F.________ ayant déposé plainte pénale et reçu une ordonnance de non-entrée en matière ensuite de laquelle il a adressé une correspondance au Ministère public, il se savait partie à une procédure et devait donc s’attendre à recevoir, à son adresse, des communications de
l'autorité, de sorte qu’il lui appartenait de prendre toutes les dispositions utiles pour que son courrier lui parvienne. Il est en outre rappelé que les arrangements conclus avec la poste n’ont pas pour effet de prolonger le délai de garde. Il y a donc lieu de considérer, conformément à la fiction de notification prévue à l’art. 85 al. 4 let. a CPP, que le pli contenant l’avis du
4.
avril 2025 a été notifié au recourant au plus tard le 13 avril 2025, à l’échéance du délai de garde de sept jours, soit avant l’expiration du délai qui lui a été fixé.

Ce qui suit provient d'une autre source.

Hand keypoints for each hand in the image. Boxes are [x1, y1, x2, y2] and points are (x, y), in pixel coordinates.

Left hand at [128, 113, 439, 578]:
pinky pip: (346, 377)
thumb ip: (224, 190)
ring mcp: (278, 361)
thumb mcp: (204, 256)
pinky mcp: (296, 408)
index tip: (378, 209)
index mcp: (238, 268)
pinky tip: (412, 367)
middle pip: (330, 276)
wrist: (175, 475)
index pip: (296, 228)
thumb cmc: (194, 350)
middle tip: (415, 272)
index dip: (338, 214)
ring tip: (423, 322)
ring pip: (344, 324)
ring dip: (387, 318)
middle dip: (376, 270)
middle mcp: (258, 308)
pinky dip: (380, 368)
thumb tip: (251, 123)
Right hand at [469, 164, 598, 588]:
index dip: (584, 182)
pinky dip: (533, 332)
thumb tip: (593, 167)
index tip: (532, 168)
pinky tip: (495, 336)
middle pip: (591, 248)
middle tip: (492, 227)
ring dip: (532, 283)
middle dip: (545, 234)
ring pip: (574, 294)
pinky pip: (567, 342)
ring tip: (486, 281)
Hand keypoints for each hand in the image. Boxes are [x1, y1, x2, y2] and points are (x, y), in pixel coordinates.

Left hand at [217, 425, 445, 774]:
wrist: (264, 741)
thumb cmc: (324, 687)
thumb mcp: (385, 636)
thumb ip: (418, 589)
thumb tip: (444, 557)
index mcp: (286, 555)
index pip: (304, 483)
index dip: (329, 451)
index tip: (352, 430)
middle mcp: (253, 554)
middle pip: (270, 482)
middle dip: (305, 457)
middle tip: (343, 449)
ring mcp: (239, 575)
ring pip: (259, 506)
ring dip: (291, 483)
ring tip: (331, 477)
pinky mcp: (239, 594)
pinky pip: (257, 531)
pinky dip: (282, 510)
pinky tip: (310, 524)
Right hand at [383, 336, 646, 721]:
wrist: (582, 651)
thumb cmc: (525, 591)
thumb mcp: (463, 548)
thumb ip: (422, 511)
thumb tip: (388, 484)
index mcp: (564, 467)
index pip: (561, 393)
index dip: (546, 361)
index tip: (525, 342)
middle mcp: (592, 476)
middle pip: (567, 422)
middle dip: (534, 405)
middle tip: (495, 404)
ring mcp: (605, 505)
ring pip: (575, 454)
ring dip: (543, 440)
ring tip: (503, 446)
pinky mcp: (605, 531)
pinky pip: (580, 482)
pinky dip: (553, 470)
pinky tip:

Le recourant n’a pas procédé à l’avance de frais requise dans le délai fixé au 25 février 2025. Il n’a pas non plus demandé de restitution du délai, ni à être mis au bénéfice de l’assistance judiciaire ou à être dispensé de l’avance de frais, de sorte que le recours doit être déclaré irrecevable pour ce premier motif (art. 383 al. 2 CPP).
L’acte du 27 mars 2025 doit en outre être déclaré irrecevable dès lors qu’il ne satisfait pas aux exigences de l’art. 385 al. 1 CPP, une volonté de recourir contre l’ordonnance du 19 février 2025 ne ressortant pas clairement de cet acte et F.________ n’ayant pas donné suite à l’avis l’invitant à confirmer une telle volonté, et ce même après avoir retiré le pli contenant cet avis, le 16 avril 2025.
5.
Les frais de la procédure de recours, constitués en l’espèce du seul émolument d’arrêt (art. 422 al. 1 CPP), par 450 fr. (art. 20 al. 1 TFIP [tarif des frais de procédure et indemnités en matière pénale du 28 septembre 2010; BLV 312.03.1]), seront laissés à la charge de l’Etat.
Par ces motifs, Le Président de la Chambre des recours pénale prononce:
Par ces motifs, Le Président de la Chambre des recours pénale prononce:
I. Le recours est irrecevable. II. Les frais d’arrêt, par 450 fr. (quatre cent cinquante francs), sont laissés à la charge de l’Etat.
III. L’arrêt est exécutoire.
Le président: Le greffier:
Du
Le présent arrêt est notifié par l'envoi d'une copie complète à:
- F.________, - Ministère public central,
et communiqué à:
- M. le Procureur de l’arrondissement de l’Est vaudois,
par l’envoi de photocopies.
Le présent arrêt peut faire l'objet d'un recours en matière pénale devant le Tribunal fédéral au sens des art. 78 ss LTF (loi du 17 juin 2005 sur le Tribunal fédéral; RS 173.110). Ce recours doit être déposé devant le Tribunal fédéral dans les trente jours qui suivent la notification de l'expédition complète (art. 100 al. 1 LTF).